━━━ Listed entries

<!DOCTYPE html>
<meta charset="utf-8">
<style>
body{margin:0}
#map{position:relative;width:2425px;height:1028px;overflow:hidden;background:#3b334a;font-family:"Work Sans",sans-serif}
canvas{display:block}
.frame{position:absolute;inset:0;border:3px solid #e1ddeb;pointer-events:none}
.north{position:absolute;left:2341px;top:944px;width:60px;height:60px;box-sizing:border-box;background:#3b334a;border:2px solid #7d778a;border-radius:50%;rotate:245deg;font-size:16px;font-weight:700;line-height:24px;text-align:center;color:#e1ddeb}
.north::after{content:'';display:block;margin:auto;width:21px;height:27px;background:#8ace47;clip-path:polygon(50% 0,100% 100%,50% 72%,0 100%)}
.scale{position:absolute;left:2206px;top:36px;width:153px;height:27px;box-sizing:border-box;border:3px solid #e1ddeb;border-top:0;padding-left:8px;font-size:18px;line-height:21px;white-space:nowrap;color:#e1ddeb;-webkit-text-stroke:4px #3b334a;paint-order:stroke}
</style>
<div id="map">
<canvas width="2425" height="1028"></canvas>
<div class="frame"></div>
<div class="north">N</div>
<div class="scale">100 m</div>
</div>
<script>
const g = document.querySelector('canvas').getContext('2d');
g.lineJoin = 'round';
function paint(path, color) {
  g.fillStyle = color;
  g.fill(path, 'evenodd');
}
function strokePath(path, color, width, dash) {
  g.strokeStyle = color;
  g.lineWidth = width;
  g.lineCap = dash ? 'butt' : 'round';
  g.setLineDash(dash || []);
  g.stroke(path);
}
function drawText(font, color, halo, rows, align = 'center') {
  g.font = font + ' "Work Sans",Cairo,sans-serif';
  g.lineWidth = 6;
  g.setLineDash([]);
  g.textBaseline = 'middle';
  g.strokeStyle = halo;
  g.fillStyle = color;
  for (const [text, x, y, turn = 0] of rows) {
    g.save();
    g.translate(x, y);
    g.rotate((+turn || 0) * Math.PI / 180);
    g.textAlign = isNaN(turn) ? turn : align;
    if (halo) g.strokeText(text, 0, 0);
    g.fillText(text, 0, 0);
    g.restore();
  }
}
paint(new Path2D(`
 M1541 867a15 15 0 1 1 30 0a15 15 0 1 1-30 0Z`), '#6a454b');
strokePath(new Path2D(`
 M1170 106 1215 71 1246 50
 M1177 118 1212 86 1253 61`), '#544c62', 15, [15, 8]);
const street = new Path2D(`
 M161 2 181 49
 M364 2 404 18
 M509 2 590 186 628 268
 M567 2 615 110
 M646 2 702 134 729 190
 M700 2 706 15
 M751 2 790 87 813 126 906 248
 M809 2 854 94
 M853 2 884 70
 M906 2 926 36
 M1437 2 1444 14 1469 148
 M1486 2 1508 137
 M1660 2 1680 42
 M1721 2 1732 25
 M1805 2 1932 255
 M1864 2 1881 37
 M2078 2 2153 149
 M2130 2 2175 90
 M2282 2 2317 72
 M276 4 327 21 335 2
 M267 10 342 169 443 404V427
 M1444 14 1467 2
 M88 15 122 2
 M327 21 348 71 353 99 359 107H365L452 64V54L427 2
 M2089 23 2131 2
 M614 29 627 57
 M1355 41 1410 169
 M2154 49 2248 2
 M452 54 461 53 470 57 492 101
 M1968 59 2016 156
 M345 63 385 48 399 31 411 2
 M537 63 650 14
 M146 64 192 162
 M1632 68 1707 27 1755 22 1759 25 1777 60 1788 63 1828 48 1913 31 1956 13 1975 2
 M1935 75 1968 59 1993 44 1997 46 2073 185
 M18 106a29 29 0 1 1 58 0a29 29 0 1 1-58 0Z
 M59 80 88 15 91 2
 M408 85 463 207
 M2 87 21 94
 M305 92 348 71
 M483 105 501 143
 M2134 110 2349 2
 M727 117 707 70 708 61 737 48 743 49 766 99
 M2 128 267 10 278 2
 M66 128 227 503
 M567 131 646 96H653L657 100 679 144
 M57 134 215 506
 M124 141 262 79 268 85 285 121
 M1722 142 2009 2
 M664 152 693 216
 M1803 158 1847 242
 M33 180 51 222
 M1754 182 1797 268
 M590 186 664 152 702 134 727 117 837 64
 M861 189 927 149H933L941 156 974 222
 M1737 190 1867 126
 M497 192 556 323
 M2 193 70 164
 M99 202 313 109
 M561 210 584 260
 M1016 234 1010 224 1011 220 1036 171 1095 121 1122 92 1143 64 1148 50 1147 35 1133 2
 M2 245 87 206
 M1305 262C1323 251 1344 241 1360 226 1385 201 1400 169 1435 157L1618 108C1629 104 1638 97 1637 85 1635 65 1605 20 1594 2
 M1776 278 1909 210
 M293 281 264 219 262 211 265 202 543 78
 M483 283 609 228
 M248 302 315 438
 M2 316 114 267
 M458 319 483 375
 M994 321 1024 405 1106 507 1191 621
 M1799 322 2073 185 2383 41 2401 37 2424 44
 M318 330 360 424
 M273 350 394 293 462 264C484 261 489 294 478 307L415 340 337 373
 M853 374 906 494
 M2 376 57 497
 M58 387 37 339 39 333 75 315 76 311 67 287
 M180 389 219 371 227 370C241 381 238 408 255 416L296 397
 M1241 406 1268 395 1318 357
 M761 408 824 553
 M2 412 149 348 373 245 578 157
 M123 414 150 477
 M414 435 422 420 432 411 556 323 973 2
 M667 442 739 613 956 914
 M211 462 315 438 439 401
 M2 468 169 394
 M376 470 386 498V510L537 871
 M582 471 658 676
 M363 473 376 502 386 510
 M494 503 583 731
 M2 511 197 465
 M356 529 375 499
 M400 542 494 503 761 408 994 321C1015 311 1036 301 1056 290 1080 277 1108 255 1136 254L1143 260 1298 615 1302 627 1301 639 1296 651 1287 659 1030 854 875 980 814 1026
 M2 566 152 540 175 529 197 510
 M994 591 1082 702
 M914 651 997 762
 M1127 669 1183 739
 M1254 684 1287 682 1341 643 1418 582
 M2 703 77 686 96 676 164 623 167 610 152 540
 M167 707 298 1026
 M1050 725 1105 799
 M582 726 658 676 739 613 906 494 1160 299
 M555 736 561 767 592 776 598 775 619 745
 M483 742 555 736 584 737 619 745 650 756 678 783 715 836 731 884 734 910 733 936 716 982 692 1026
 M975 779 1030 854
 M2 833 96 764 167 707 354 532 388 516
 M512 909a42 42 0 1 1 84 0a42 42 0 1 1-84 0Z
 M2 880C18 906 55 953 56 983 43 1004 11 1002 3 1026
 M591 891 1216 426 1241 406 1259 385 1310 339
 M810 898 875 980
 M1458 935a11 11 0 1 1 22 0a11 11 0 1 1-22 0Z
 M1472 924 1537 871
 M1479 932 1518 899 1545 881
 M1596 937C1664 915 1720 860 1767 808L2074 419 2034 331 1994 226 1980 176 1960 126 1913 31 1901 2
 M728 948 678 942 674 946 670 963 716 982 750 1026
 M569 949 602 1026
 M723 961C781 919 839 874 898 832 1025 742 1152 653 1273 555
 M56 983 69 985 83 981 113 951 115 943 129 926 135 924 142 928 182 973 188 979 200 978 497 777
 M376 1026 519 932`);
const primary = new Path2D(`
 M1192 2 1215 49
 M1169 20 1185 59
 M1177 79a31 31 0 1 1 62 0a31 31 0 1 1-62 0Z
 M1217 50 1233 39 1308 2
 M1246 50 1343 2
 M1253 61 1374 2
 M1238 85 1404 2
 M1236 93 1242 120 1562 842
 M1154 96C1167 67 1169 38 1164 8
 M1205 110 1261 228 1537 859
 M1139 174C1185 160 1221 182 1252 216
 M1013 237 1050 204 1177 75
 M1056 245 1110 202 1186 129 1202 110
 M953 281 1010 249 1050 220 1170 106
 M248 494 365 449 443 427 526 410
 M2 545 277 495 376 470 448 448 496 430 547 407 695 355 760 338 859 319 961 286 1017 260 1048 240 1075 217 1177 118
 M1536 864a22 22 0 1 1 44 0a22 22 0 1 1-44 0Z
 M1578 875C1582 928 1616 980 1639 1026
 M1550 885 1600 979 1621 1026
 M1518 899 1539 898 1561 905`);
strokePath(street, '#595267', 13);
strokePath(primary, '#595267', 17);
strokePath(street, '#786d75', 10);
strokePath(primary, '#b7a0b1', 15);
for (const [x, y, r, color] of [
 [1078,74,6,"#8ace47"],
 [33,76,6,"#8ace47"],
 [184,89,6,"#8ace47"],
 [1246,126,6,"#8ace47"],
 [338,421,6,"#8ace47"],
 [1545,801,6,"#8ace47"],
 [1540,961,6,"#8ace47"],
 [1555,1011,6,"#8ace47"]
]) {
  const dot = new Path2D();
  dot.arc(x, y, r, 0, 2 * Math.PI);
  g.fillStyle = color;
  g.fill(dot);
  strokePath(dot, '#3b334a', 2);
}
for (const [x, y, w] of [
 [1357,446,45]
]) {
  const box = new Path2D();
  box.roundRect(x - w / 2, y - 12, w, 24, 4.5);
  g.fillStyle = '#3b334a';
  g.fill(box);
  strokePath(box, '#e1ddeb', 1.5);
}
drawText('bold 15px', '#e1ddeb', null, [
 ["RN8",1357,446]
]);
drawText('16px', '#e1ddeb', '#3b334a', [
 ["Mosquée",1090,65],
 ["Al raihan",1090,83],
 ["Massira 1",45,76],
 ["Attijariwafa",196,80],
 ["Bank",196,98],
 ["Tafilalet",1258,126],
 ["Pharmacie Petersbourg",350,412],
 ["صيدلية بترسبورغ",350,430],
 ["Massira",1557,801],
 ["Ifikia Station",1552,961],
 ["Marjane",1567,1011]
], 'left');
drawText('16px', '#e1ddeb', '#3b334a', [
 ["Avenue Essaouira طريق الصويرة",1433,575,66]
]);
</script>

━━━━━━

Please quote nothing but the lines from the line with "g.fill(dot);" through the end of the data above, exactly as written, ends included.

  g.fill(dot);
  strokePath(dot, '#3b334a', 2);
}
for (const [x, y, w] of [
 [1357,446,45]
]) {
  const box = new Path2D();
  box.roundRect(x - w / 2, y - 12, w, 24, 4.5);
  g.fillStyle = '#3b334a';
  g.fill(box);
  strokePath(box, '#e1ddeb', 1.5);
}
drawText('bold 15px', '#e1ddeb', null, [
 ["RN8",1357,446]
]);
drawText('16px', '#e1ddeb', '#3b334a', [
 ["Mosquée",1090,65],
 ["Al raihan",1090,83],
 ["Massira 1",45,76],
 ["Attijariwafa",196,80],
 ["Bank",196,98],
 ["Tafilalet",1258,126],
 ["Pharmacie Petersbourg",350,412],
 ["صيدلية بترسبورغ",350,430],
 ["Massira",1557,801],
 ["Ifikia Station",1552,961],
 ["Marjane",1567,1011]
], 'left');
drawText('16px', '#e1ddeb', '#3b334a', [
 ["Avenue Essaouira طريق الصويرة",1433,575,66]
]);
</script>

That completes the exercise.